Data in this exercise:

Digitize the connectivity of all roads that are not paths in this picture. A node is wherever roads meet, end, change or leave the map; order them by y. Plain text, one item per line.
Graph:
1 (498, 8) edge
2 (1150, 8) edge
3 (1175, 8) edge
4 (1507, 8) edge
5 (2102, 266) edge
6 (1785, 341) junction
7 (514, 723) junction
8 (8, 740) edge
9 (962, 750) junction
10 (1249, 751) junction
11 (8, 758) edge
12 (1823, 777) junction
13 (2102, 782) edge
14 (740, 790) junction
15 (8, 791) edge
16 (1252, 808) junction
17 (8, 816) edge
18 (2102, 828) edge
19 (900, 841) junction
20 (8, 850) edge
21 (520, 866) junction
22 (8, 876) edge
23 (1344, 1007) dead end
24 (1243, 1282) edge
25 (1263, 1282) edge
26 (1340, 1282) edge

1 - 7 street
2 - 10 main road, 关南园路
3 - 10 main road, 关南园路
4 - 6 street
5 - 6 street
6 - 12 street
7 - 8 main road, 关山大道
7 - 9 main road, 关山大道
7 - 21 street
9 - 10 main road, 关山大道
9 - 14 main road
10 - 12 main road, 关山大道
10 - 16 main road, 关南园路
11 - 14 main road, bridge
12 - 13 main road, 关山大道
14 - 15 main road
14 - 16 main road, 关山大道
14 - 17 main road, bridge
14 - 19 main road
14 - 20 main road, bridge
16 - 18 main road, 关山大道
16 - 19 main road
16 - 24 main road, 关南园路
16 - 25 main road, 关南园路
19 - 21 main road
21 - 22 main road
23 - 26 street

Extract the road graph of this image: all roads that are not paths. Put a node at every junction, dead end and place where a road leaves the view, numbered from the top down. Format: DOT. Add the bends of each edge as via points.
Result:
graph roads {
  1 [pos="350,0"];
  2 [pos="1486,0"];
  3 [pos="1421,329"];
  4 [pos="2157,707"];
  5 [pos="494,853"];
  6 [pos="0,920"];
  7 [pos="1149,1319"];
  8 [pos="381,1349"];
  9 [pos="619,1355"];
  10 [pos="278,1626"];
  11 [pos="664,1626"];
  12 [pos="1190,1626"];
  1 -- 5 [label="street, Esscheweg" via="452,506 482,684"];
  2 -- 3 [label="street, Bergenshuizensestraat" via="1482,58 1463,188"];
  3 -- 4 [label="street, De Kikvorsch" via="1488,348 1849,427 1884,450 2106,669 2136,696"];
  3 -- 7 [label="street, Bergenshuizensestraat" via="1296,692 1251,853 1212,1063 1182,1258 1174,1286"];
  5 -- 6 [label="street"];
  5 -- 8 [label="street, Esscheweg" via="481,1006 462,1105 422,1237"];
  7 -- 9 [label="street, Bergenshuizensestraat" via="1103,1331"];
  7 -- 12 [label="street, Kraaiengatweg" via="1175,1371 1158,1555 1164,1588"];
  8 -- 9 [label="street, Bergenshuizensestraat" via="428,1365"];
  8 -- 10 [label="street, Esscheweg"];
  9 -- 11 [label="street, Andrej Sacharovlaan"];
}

Problem to work on: Return only the number of lines in the data that hold the string "paths".

Solution for this task: 2